Calvary youth take mission of faith to Hollywood
Homeless in Hollywood?
The idea seemed ludicrous to the Calvary Lutheran youth poised for a mission trip to the city known for its "glitz and glamour."
And some of the parishioners were reluctant to support the endeavor.
"But there are a lot of hurting people there," Megan Norby said of what she and her cohorts discovered in July.
Driving from the airport, awed by grandeur of the city, they spotted a girl on the street who, they would learn, is pregnant and homeless.
"She reminded us of why we came," Norby said.

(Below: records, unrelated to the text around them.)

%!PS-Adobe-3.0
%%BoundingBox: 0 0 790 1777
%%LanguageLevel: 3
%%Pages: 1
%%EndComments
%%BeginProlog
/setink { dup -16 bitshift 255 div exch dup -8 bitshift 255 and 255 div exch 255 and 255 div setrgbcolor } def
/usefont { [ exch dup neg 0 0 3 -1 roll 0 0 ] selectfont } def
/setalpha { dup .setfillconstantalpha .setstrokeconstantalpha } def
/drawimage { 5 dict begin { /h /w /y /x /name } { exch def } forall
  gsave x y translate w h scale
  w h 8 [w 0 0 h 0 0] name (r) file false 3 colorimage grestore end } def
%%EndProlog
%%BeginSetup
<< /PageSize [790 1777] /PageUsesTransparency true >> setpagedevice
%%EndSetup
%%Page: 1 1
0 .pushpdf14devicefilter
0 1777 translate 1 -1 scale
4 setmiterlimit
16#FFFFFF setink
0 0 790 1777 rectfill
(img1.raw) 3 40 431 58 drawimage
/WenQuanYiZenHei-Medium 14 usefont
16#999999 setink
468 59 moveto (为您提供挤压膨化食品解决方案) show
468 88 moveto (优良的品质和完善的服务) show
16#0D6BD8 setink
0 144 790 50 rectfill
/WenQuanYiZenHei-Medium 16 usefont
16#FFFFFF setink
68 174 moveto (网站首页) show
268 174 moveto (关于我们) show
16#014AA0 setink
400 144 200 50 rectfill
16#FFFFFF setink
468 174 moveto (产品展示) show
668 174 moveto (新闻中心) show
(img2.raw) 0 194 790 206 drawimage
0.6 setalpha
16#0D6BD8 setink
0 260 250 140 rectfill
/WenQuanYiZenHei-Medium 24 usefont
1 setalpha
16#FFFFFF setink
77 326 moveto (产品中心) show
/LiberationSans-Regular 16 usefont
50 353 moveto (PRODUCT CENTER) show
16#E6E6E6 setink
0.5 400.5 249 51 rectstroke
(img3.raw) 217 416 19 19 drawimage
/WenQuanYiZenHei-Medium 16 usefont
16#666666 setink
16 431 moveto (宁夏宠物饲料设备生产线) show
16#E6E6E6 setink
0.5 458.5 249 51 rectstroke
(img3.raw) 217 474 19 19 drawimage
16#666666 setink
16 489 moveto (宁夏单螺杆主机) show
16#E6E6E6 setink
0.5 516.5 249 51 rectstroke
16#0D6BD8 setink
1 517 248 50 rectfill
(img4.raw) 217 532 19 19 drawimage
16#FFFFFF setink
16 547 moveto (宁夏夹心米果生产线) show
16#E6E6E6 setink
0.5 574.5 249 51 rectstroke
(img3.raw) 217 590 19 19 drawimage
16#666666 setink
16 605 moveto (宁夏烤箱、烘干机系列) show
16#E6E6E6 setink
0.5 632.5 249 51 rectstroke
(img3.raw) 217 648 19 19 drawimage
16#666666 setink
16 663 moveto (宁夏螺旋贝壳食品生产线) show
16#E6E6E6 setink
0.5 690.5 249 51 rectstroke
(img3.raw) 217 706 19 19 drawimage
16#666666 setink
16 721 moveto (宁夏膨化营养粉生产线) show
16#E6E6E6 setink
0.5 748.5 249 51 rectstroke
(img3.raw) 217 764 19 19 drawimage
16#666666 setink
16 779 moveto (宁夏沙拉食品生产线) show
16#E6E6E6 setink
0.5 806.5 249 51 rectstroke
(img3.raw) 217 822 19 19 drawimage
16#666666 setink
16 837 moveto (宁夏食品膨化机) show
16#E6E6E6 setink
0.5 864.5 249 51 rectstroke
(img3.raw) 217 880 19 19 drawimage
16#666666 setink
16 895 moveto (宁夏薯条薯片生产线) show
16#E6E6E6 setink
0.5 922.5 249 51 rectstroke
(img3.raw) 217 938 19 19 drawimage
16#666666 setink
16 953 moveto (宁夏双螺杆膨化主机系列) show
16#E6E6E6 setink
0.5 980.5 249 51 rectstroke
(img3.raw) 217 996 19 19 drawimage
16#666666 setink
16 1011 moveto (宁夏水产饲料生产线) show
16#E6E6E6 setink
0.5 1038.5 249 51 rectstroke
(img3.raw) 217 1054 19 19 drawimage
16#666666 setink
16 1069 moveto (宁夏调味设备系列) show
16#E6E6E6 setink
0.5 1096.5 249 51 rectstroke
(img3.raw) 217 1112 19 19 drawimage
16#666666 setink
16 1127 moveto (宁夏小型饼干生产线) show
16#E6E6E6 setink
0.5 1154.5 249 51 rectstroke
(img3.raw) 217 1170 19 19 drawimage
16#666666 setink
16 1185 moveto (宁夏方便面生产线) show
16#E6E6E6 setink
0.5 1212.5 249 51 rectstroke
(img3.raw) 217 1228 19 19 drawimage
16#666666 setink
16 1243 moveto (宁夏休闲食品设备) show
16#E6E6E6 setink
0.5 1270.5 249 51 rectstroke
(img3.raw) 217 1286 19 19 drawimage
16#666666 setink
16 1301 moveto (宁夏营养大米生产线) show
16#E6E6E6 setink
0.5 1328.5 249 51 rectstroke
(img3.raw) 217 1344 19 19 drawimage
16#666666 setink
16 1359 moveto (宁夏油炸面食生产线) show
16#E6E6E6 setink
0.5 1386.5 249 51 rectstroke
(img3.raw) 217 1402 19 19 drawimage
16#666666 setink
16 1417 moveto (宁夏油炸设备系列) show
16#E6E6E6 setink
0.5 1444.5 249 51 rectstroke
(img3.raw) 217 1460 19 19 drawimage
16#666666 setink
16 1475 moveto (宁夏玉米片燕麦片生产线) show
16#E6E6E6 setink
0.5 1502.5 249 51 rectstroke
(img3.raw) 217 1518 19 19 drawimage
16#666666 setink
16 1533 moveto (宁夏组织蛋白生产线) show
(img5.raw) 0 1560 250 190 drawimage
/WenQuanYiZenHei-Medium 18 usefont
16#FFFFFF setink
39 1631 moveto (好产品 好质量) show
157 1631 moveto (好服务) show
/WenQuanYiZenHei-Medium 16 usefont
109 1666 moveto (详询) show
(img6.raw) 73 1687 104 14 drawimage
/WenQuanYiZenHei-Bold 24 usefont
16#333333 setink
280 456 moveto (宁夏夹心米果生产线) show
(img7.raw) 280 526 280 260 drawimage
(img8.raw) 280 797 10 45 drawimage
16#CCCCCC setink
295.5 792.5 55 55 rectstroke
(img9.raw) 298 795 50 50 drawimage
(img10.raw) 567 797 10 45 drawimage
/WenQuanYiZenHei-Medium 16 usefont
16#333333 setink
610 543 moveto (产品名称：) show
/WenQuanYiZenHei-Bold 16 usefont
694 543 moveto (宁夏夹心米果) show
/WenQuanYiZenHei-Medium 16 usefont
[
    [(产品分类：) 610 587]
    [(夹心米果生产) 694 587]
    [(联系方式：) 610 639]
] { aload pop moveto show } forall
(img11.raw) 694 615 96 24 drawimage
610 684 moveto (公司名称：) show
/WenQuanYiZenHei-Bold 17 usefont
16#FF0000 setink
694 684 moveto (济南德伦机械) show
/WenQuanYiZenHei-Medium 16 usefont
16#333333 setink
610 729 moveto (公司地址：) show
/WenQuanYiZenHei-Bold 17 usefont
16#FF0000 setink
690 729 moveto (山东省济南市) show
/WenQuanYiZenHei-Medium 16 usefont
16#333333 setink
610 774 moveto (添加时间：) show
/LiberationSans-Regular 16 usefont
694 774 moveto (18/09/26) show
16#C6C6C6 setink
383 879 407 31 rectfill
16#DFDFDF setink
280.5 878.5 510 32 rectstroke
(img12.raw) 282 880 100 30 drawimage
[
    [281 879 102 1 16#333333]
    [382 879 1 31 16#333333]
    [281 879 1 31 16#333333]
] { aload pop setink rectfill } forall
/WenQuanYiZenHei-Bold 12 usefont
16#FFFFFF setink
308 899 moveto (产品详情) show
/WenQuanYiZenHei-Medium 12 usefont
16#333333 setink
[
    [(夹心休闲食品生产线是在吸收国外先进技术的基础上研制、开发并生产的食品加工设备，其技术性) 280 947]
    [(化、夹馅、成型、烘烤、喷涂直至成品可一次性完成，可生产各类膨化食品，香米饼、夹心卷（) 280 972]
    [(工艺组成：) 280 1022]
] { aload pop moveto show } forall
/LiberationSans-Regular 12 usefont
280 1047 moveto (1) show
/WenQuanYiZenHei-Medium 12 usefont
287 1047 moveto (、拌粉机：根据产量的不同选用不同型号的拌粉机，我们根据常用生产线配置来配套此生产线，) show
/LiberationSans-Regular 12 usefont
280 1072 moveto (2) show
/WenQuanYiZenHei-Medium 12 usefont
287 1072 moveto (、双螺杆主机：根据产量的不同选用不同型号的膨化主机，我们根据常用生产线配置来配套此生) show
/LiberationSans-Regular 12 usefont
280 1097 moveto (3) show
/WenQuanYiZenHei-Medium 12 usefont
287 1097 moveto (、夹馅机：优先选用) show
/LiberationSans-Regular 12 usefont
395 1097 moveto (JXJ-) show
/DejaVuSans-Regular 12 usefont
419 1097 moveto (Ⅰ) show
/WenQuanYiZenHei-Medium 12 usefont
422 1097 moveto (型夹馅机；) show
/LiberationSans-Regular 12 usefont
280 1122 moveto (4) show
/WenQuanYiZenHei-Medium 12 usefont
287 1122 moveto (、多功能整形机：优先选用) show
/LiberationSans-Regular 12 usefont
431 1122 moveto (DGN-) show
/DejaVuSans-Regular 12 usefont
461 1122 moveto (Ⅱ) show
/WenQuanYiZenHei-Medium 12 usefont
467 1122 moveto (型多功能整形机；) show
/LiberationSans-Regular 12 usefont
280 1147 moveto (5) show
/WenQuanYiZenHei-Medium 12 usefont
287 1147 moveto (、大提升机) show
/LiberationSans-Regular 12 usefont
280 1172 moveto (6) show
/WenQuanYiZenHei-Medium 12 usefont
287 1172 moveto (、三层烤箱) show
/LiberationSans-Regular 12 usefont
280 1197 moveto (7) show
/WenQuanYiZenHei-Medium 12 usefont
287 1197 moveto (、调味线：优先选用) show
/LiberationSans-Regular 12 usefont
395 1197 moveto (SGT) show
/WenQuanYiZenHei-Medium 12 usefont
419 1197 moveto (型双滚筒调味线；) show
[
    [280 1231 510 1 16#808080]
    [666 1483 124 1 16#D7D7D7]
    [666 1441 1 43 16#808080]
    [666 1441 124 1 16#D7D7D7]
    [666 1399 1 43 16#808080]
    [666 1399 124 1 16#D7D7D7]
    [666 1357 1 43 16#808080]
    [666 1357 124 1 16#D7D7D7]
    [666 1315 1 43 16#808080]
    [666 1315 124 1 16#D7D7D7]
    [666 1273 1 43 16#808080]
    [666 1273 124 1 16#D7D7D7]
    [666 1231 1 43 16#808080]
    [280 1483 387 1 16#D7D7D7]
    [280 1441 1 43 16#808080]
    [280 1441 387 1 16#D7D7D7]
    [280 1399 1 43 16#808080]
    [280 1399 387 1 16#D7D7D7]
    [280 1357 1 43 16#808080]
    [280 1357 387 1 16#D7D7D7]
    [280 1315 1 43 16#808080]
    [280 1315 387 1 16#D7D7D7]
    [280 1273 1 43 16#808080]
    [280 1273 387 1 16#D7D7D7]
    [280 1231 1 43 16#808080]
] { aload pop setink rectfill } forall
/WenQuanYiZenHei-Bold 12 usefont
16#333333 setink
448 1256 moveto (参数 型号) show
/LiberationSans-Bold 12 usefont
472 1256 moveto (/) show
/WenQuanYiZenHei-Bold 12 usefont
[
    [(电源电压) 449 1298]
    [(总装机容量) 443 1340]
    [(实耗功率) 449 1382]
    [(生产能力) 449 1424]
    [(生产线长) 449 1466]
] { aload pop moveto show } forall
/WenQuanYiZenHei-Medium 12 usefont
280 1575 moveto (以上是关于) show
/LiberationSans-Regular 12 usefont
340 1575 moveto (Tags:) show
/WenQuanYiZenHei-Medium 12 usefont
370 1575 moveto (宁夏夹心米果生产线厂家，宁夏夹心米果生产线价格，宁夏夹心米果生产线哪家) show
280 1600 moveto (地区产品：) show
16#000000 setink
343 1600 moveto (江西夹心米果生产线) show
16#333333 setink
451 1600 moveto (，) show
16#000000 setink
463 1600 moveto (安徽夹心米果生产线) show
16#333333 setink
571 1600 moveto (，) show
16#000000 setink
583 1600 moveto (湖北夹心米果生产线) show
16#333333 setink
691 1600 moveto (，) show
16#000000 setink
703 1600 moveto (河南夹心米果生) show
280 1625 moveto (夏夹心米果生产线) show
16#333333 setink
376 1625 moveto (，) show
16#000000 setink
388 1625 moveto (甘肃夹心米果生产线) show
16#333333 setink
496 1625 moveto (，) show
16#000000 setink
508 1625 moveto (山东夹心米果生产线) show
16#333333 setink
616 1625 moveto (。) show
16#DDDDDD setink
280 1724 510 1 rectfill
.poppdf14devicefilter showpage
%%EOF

"If we look in faith, you may see God's face in the eyes of another - a man at a soup kitchen, an elderly woman living on the streets, a teenager panhandling to buy basic hygiene necessities, a child exiled to a homeless shelter," Calvary's director of youth and education Dana Kocka explained.
DOOR - Discovering Opportunities for Outreach and Reflection - helps groups see the face of God in the city by serving in community-based ministries and reflecting on the message of the Psalmist: "God is in the midst of the city," Psalm 46:5, Kocka said.
A panel discussion by four homeless people at the trip's beginning "opened our eyes," Sarah Schultz said of how "life threw the situation at them."
One of the homeless told the students she'd experienced "a life too perfect" to handle the situation she found herself in. "I never thought this could happen."
"It's difficult for them to ask for things," Jill Simpson said, which was contrary to what they expected.
"They were smart," Schultz said. "One had a PhD. They were not bums on the street."
They spoke with a homeless woman from Sweden who was married to an abusive man. When she left him, she learned her immigration status made her ineligible for benefits. And she has no family for support.
"This can happen to anyone," Norby said.
The students were initially surprised by the number of homeless with dogs, considering the cost of food.
"Dogs keep them safe," they quickly ascertained.
"It started to gel," Kocka said of the intro to Skid Row. "Their eyes were opened."
"We saw them through God's eyes," Jeni Simpson said.
"God is alive and transparent within the city and DOOR plays an active role in showing Christ every day," Kocka counseled the kids.
DOOR is a faith-based network of six cities that provides opportunities for service, learning and leadership development within the urban context.
DOOR organized all of the group's service projects throughout the entire week. "They were incredible to work with because they truly lead by example and are hands on with their ministry," Kocka said.
The Park Rapids volunteers experienced service "to the full extent and in all aspects."
The students worked behind the scenes (sorting food for the LA Food Bank) and on the front lines, face to face with homeless.
It's comparable to a Third World country, the group meeting after the trip concurred. Urine and feces on the street is a common sight. They witnessed about 50 people sleeping on a sidewalk, next to their shopping carts.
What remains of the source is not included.